In 1978 i experienced first-hand one of Israel’s many wars against Lebanon. It was a ruthless—if ultimately futile—attempt to destroy the Palestinian resistance. There was no Hizballah then. The guerrillas who are now seeking to counter this Anglo-American-Israeli destruction of an entire country—their leader having lit the tinderbox— had not been born yet. The women who would bear them were still girls, traumatised forever by the indiscriminate air attacks on their villages and the mass killing of their loved ones.

Terrified families clutching babies and bundles streamed into Beirut’s squares and parks, the first pitiful wave of refugees from the impoverished Shi‘a south to arrive in the capital. Hundreds of thousands would follow them in the years to come, most of them forcibly displaced in 1982— year of the unspeakable Sabra and Chatila massacre.
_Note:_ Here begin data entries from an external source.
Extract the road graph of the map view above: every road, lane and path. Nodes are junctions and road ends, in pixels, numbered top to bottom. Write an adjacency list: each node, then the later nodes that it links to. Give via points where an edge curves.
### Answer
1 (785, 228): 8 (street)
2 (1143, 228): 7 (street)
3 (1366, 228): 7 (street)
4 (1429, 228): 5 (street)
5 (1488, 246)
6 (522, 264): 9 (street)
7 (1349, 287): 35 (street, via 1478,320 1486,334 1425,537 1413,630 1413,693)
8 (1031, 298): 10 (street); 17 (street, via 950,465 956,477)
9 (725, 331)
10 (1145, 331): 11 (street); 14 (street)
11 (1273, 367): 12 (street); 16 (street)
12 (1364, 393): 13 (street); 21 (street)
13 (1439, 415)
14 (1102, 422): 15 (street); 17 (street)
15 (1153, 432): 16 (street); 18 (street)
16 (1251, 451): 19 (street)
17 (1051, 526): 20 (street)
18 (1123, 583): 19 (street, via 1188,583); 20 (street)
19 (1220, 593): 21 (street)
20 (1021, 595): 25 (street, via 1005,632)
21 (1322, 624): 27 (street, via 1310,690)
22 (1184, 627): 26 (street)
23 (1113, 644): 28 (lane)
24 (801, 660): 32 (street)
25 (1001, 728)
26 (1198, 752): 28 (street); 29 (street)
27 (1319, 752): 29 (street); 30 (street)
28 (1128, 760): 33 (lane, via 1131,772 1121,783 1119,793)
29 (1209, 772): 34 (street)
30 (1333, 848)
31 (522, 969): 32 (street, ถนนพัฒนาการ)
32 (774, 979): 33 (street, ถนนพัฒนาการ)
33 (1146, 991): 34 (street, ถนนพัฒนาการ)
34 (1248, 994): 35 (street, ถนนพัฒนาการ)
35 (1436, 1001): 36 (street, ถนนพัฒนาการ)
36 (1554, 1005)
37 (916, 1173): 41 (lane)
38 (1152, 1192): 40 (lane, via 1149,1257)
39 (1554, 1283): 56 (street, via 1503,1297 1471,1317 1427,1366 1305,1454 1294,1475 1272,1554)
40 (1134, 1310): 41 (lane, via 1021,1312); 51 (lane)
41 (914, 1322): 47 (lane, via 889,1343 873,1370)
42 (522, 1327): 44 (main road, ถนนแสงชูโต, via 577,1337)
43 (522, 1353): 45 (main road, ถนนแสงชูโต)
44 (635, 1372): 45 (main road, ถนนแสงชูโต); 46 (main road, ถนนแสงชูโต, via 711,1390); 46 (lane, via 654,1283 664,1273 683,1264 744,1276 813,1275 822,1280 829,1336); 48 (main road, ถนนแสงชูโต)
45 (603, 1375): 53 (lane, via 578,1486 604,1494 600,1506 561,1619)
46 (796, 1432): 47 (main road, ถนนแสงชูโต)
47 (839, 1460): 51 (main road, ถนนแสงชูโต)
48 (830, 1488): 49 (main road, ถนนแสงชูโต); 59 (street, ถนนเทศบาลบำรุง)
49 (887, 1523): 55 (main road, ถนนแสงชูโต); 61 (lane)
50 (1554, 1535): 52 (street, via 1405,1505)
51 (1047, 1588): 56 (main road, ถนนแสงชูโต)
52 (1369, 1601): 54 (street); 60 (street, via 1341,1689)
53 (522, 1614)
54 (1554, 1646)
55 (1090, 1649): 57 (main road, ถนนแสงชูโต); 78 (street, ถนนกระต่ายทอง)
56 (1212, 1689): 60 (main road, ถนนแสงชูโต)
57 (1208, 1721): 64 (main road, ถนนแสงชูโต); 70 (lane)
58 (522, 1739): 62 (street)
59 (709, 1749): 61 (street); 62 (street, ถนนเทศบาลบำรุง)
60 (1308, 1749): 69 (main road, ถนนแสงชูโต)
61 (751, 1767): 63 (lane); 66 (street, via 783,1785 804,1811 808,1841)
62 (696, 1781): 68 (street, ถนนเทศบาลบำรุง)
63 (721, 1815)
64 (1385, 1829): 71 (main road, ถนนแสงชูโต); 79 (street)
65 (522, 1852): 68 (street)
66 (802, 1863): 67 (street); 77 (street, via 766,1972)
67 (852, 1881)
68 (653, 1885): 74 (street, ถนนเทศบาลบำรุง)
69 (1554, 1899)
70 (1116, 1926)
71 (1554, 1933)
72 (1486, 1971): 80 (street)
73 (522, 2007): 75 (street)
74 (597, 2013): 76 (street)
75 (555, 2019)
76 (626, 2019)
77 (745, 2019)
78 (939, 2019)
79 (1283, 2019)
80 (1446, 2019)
Yet more came in 1996, year of the first Qana massacre. The Israeli army was doing what it does best—“creating facts on the ground,” arrogantly unaware of the consequences these “facts” would have.

Elias Khoury, the Lebanese novelist who lived through the Israeli war of 1982, is presently moved to ask, in an eloquent essay: “Am I seeing, or am I remembering?” For who can believe that they are not re-living the obscenity of that past war? Who could have imagined that the world would allow the same crimes to be visited on the same hostage civilian population?

As I write, a million people have been terrorised into having to run for their lives, leaving everything behind of worth to them and value. Many have been murdered in their crowded vehicles, as they were bombed without mercy, while seeking to escape. In three catastrophic weeks, the south of Lebanon has been emptied of its population.